T-6-11 Social-Ecological Factors Influencing Responses of Fisheries to El Nino-Southern Oscillation Events (ENSO)

Tuesday, August 21, 2012: 10:45 AM
Meeting Room 6 (RiverCentre)
Sheila M Walsh , Sustainability Science, The Nature Conservancy, Arlington, VA
Octavio Aburto-Oropeza , Center for Marine Biodiversity and Conservation, Scripps Institution of Oceanography
Gustavo Hinojosa Arango , Center for Marine Biodiversity and Conservation, Scripps Institution of Oceanography
Alexandra Sanchez , Center for Marine Biodiversity and Conservation, Scripps Institution of Oceanography
Leila Sievanen , Center for Environmental Studies, Brown University
Sriniketh Nagavarapu , Economics, Brown University
Heather Leslie , Ecology and Evolutionary Biology, Brown University
Environmental shocks may strongly affect fisheries.

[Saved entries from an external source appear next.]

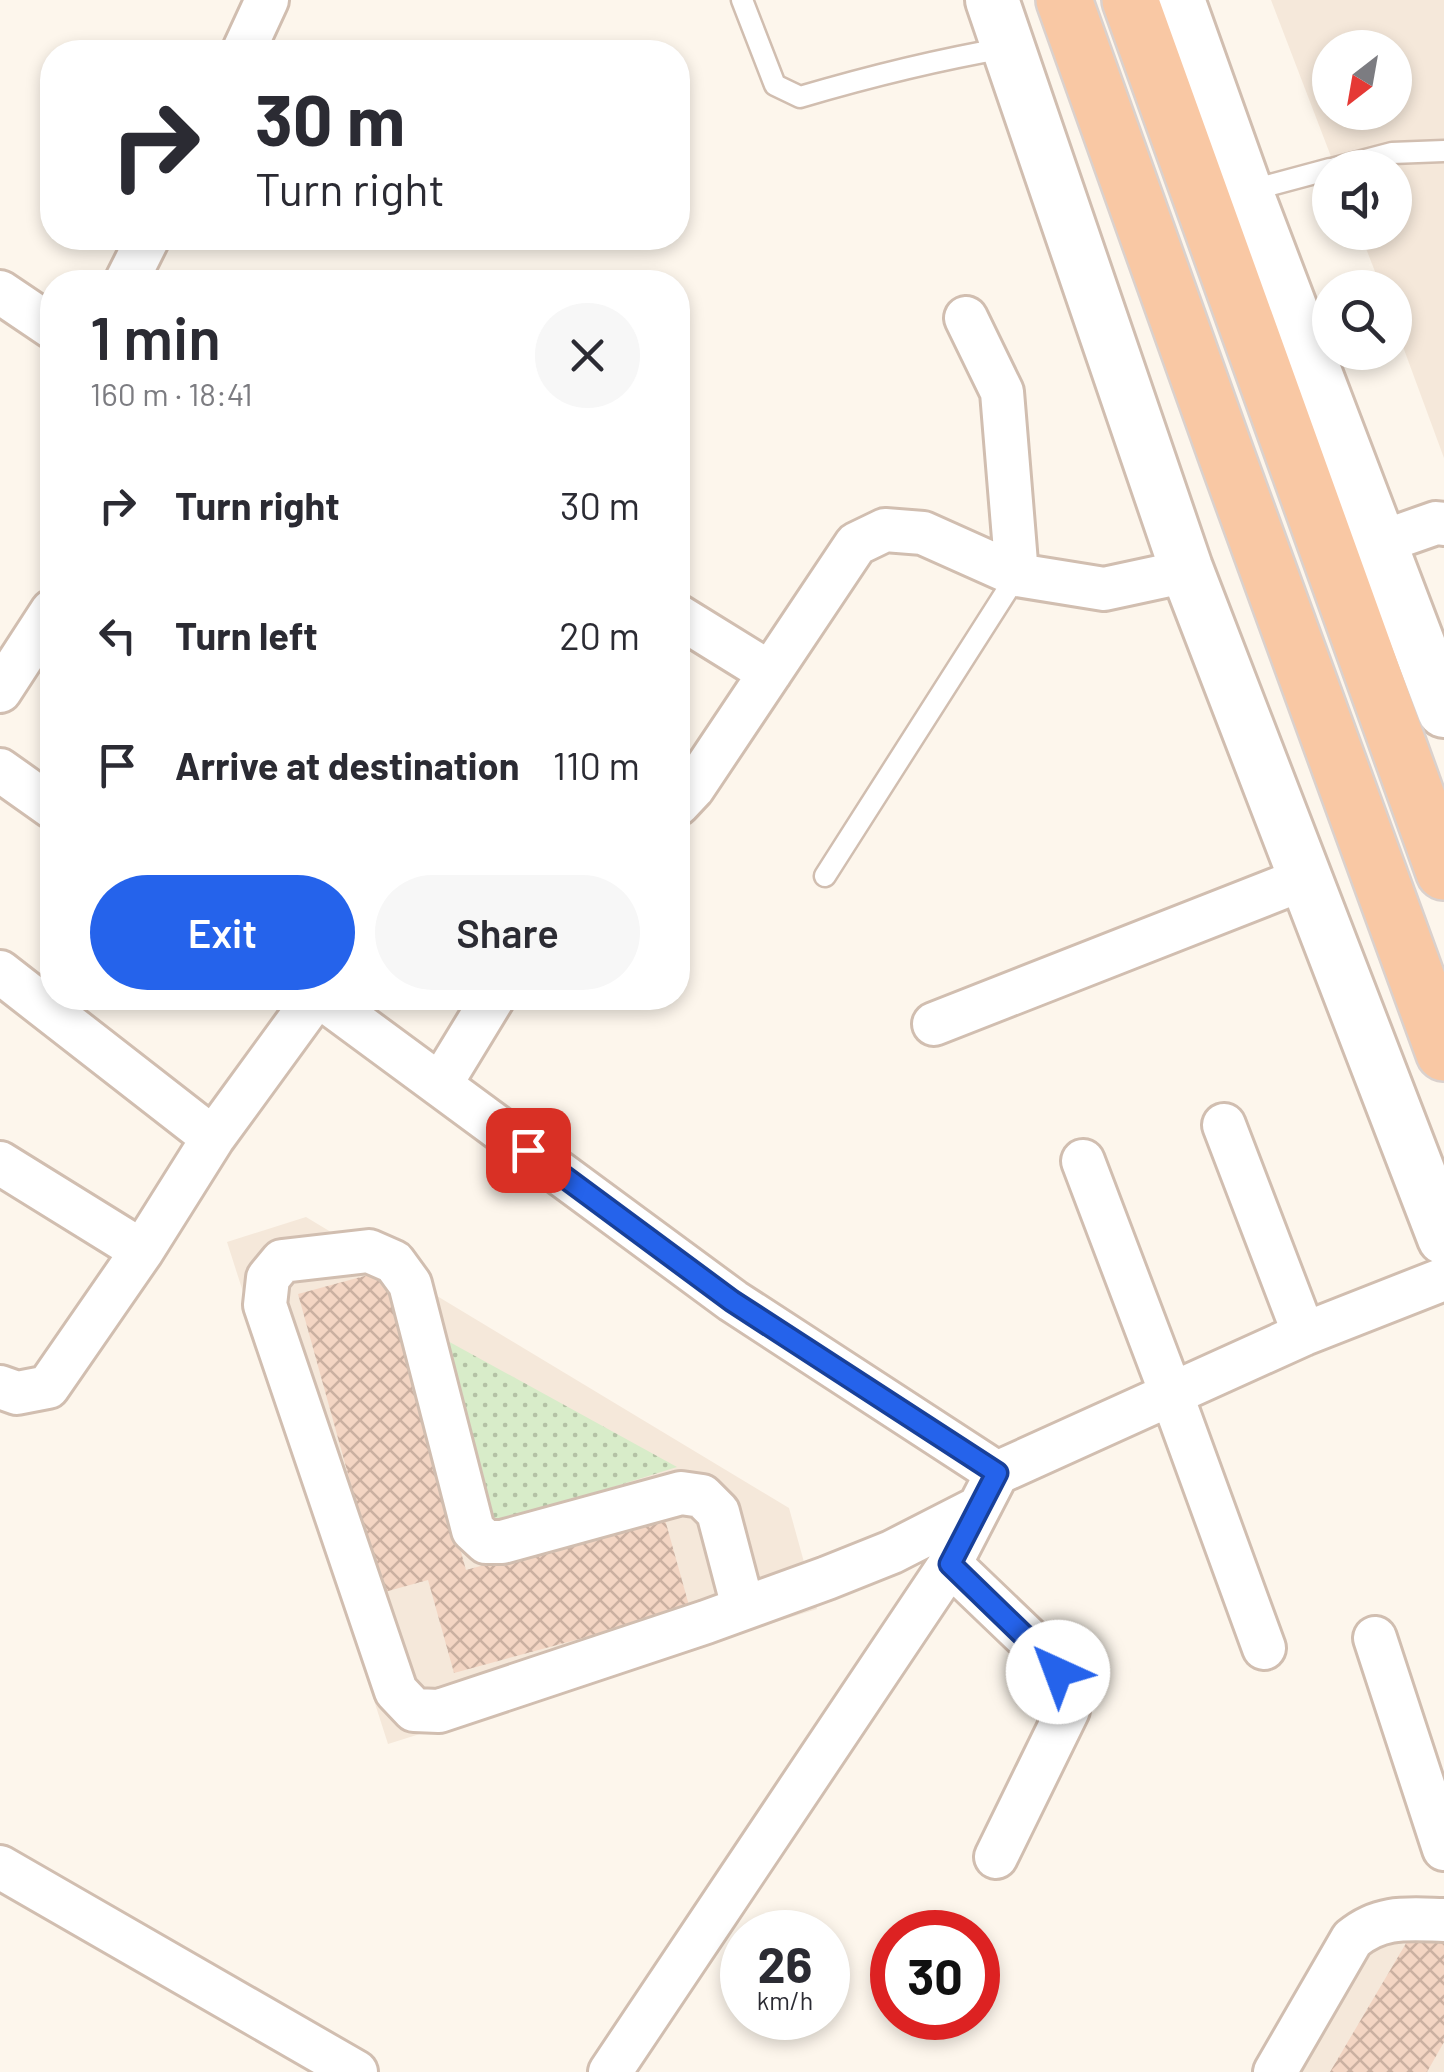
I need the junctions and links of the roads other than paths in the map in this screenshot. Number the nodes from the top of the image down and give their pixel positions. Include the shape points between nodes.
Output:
1 (267, 0) edge
2 (742, 0) edge
3 (1064, 0) edge
4 (1130, 0) edge
5 (1178, 0) edge
6 (1000, 24) edge
7 (249, 40) edge
8 (1444, 152) edge
9 (1412, 153) edge
10 (1312, 173) edge
11 (1246, 191) junction
12 (0, 292) edge
13 (966, 318) dead end
14 (40, 319) edge
15 (1444, 524) edge
16 (1380, 543) junction
17 (1186, 568) junction
18 (1017, 575) junction
19 (690, 623) edge
20 (40, 629) edge
21 (770, 673) junction
22 (0, 691) edge
23 (1441, 694) edge
24 (0, 770) edge
25 (690, 791) edge
26 (40, 798) edge
27 (1444, 872) edge
28 (826, 876) dead end
29 (1306, 878) junction
30 (0, 972) edge
31 (40, 1003) edge
32 (49, 1010) edge
33 (309, 1010) edge
34 (335, 1010) edge
35 (486, 1010) edge
36 (934, 1024) dead end
37 (1444, 1053) edge
38 (440, 1085) junction
39 (1224, 1125) dead end
40 (213, 1138) junction
41 (1083, 1161) dead end
42 (0, 1163) edge
43 (1444, 1238) edge
44 (142, 1251) junction
45 (1444, 1278) edge
46 (1304, 1334) junction
47 (0, 1387) edge
48 (1171, 1392) junction
49 (988, 1491) junction
50 (950, 1564) junction
51 (743, 1607) junction
52 (1374, 1638) dead end
53 (1264, 1648) dead end
54 (1444, 1849) edge
55 (996, 1857) dead end
56 (0, 1867) edge
57 (1444, 1920) edge
58 (356, 2072) edge
59 (610, 2072) edge
60 (1275, 2072) edge

1 - 7 street
2 - 6 lane via 775,85 800,97 966,55
3 - 37 highway
4 - 27 highway
5 - 11 street
6 - 17 street
8 - 9 lane
10 - 11 lane
11 - 16 street
12 - 14 street
13 - 18 street via 1002,392
15 - 16 street
16 - 23 street
17 - 18 street via 1104,589
17 - 29 street
18 - 21 street via 923,533 885,530 856,544
18 - 28 lane
19 - 21 street
20 - 22 street
21 - 25 street
24 - 26 street
29 - 36 street
29 - 43 street
30 - 31 street
32 - 40 street
33 - 40 street
34 - 38 street
35 - 38 street
38 - 49 street
39 - 46 street
40 - 44 street
41 - 48 street
42 - 44 street
44 - 47 street via 48,1387 17,1394
45 - 46 street
46 - 48 street
48 - 49 street
48 - 53 street
49 - 50 street
49 - 51 street via 892,1552
50 - 55 street via 1071,1688 1068,1710
50 - 59 street
51 - 51 street via 439,1711 414,1710 396,1691 265,1305 268,1278 282,1261 369,1251 394,1262 410,1284 473,1530 486,1542 681,1493 702,1496 718,1512
52 - 54 street
56 - 58 street
57 - 60 street via 1384,1921 1352,1940

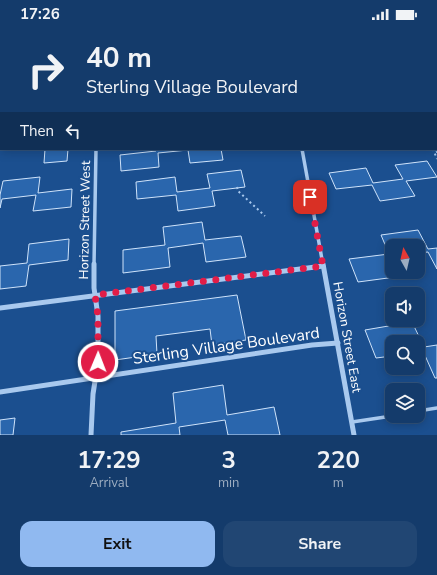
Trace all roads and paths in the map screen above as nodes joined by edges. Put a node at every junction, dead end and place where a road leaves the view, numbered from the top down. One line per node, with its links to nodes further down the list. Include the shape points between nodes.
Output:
1 (96, 150): 6 (street, Horizon Street West)
2 (302, 150): 5 (street, Horizon Street East)
3 (237, 188): 4 (path)
4 (265, 216)
5 (323, 266): 6 (street); 8 (street, Horizon Street East)
6 (95, 295): 7 (street); 9 (street, Horizon Street West, via 98,316 98,362)
7 (0, 308)
8 (338, 343): 9 (street, Sterling Village Boulevard); 14 (street, Horizon Street East)
9 (95, 378): 10 (street, Sterling Village Boulevard); 15 (street, Horizon Street West)
10 (0, 392)
11 (437, 408): 12 (lane)
12 (425, 410)
13 (385, 417): 14 (lane)
14 (352, 422): 16 (street, Horizon Street East)
15 (92, 435)
16 (354, 435)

However, it is not well understood how environmental shocks affect multi-species fisheries at a regional scale or how biological, institutional, and economic factors mediate the effects of environmental shocks on fisheries. ENSO, an important environmental shock, may directly affect fish populations through changes in natural mortality and food availability. However, fish catch may not reflect ENSO events because fishermen’s decisions are affected by ENSO-induced changes in fish abundance as well as institutional constraints and prices. We tested the relative effects of these factors using regional datasets from the Gulf of California, Mexico. Fish catch responded more quickly to ENSO events for species where ENSO affected adult stages rather than recruit stages. However, institutional constraints, such as commercial sizes, buffered the effect of ENSO on fish catches by limiting fishermen’s ability to harvest ENSO-induced “surpluses.” In contrast, high export prices for fish species may have exacerbated the negative effects of ENSO by limiting the effect of increased costs associated with changes in fish abundance and maintaining fish catch while fish abundance was low. These results suggest that economic factors may make overfished populations more vulnerable to reaching critically low levels following negative environmental shocks.